[4/4] i965: Drop the batch and limp along if execbuf fails.

Submitted by Kenneth Graunke on Sept. 24, 2017, 6:02 a.m.

Details

Message ID 20170924060206.18753-4-kenneth@whitecape.org
State New
Headers show
Series "Series without cover letter" ( rev: 1 ) in Mesa

Not browsing as part of any series.

Commit Message

Kenneth Graunke Sept. 24, 2017, 6:02 a.m.
The execbuf2 ioctl can fail for several reasons:

- a catastrophic bug in Mesa (we're programming garbage commands)
- repeated GPU hangs, where the kernel has stepped in and banned our
  process (or at least fd) from talking to the GPU anymore
- some sort of transient failures (low memory, GPU resetting a lot?)

We've not been too concerned with handling this case, because we thought
that the first two were the only ways this could happen.  In those cases
(which shouldn't happen anyway) it's probably better to exit and avoid
sabotaging the GPU repeatedly, which potentially could tank the system.

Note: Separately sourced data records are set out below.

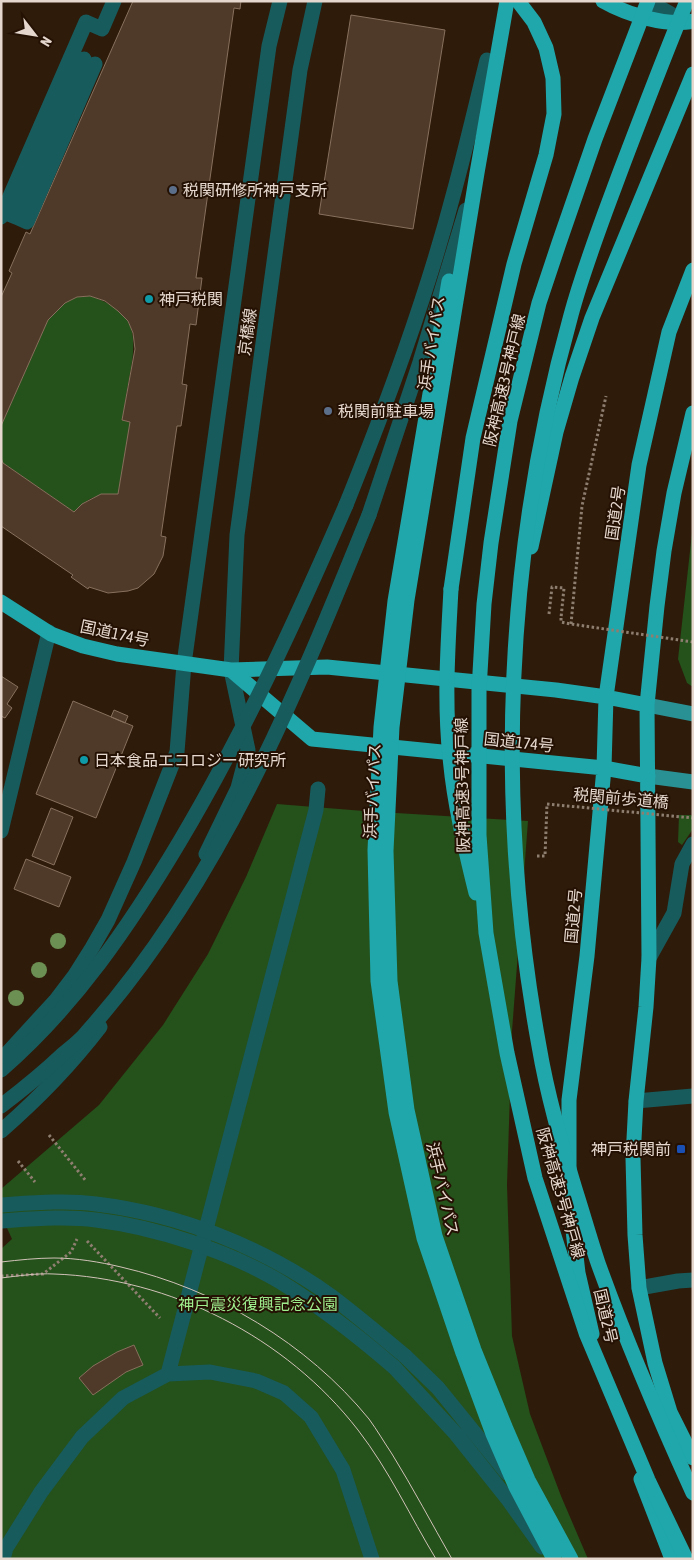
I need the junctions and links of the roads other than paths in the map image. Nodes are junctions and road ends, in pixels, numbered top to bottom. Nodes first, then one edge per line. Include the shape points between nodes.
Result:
1 (114, 1) edge
2 (280, 1) edge
3 (315, 1) edge
4 (497, 1) edge
5 (508, 1) edge
6 (518, 1) edge
7 (603, 1) edge
8 (647, 1) edge
9 (686, 1) edge
10 (691, 22) edge
11 (487, 60) junction
12 (90, 62) dead end
13 (693, 74) edge
14 (477, 173) junction
15 (7, 216) edge
16 (693, 270) edge
17 (693, 413) edge
18 (1, 602) edge
19 (519, 606) junction
20 (49, 632) junction
21 (184, 664) junction
22 (232, 670) junction
23 (606, 697) junction
24 (647, 705) junction
25 (693, 714) edge
26 (604, 768) junction
27 (648, 776) junction
28 (693, 782) edge
29 (318, 789) dead end
30 (1, 831) edge
31 (693, 844) edge
32 (486, 933) junction
33 (649, 958) junction
34 (1, 1060) edge
35 (1, 1070) edge
36 (693, 1096) edge
37 (636, 1100) junction
38 (1, 1106) edge
39 (1, 1131) edge
40 (1, 1205) edge
41 (1, 1221) edge
42 (693, 1280) edge
43 (639, 1288) junction
44 (168, 1374) junction
45 (693, 1458) edge
46 (693, 1493) edge
47 (3, 1559) edge
48 (372, 1559) edge
49 (552, 1559) edge
50 (570, 1559) edge
51 (672, 1559) edge
52 (686, 1559) edge

1 - 15 street via 102,28 86,22
2 - 21 street, 京橋線 via 269,46
3 - 22 street, 京橋線 via 300,70 237,535
4 - 11 highway, 浜手バイパス
5 - 14 highway, 浜手バイパス, bridge
6 - 32 highway, bridge via 534,22 546,48 553,78 554,114 546,156 514,264 474,438 451,589 446,680 450,758 462,834
7 - 10 highway via 662,22
8 - 10 street
8 - 32 highway, 阪神高速3号神戸線, bridge via 539,303 510,421 491,543 478,690 479,835
9 - 19 highway, 阪神高速3号神戸線, bridge via 597,235 572,312 544,427
11 - 35 street, bridge via 454,193 398,368 346,505 269,678 204,800 127,925 60,1012 22,1053
11 - 49 highway, 浜手バイパス, bridge via 396,601 381,727 375,850 378,981 396,1112 424,1238 493,1434
12 - 15 street via 27,222
13 - 19 highway, bridge via 598,302 572,377 545,480
14 - 38 street, bridge via 420,362 368,514 300,681 245,796 184,904 136,972 86,1033
14 - 50 highway, 浜手バイパス, bridge via 407,600 392,727 386,851 390,981 407,1110 435,1236 474,1350 506,1429 528,1480
16 - 23 highway, 国道2号 via 668,332 639,465
17 - 24 highway via 664,550
18 - 20 highway, 国道174号
19 - 46 highway, 阪神高速3号神戸線, bridge via 513,695 513,835 521,928 539,1049 563,1147 597,1261 641,1375
20 - 21 highway, 国道174号 via 100,651
20 - 30 street
21 - 22 highway, 国道174号
21 - 34 street, 京橋線 via 177,752 108,920 66,988
22 - 23 highway, 国道174号 via 327,667
22 - 26 highway, 国道174号 via 312,740
22 - 39 street, 京橋線 via 248,750 238,788 209,847 170,918 109,1015 73,1061
23 - 24 highway, 国道174号
23 - 26 highway, 国道2号
24 - 25 main road
24 - 27 highway
26 - 27 highway, 国道174号
26 - 51 highway, 国道2号 via 587,956 569,1100 569,1196 578,1273 597,1353 630,1451
27 - 28 main road
27 - 33 highway
29 - 44 street via 316,810
31 - 33 street via 682,864 674,913
32 - 52 highway, 阪神高速3号神戸線, bridge via 507,1053 535,1178 586,1334 648,1480
33 - 37 highway
36 - 37 street
37 - 43 highway via 633,1192
40 - 50 street, bridge via 39,1202 96,1204 150,1214 242,1244 286,1267 367,1324 438,1388 517,1485
41 - 49 street, bridge via 38,1218 95,1220 144,1230 238,1260 278,1280 320,1307 394,1367 456,1434
42 - 43 street
43 - 45 highway via 655,1363 670,1412
44 - 47 street via 123,1398 82,1437 41,1492 6,1548
44 - 48 street via 210,1372 256,1382 284,1393 311,1416 343,1470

But it seems like we can hit this occasionally in other circumstances.
It appears to happen in certain low memory situations.  It might also
happen if someone else is tanking the GPU a bunch of times.  When the
failures are temporary, it's rude to outright kill the application
(especially if it's the X server or Wayland compositor).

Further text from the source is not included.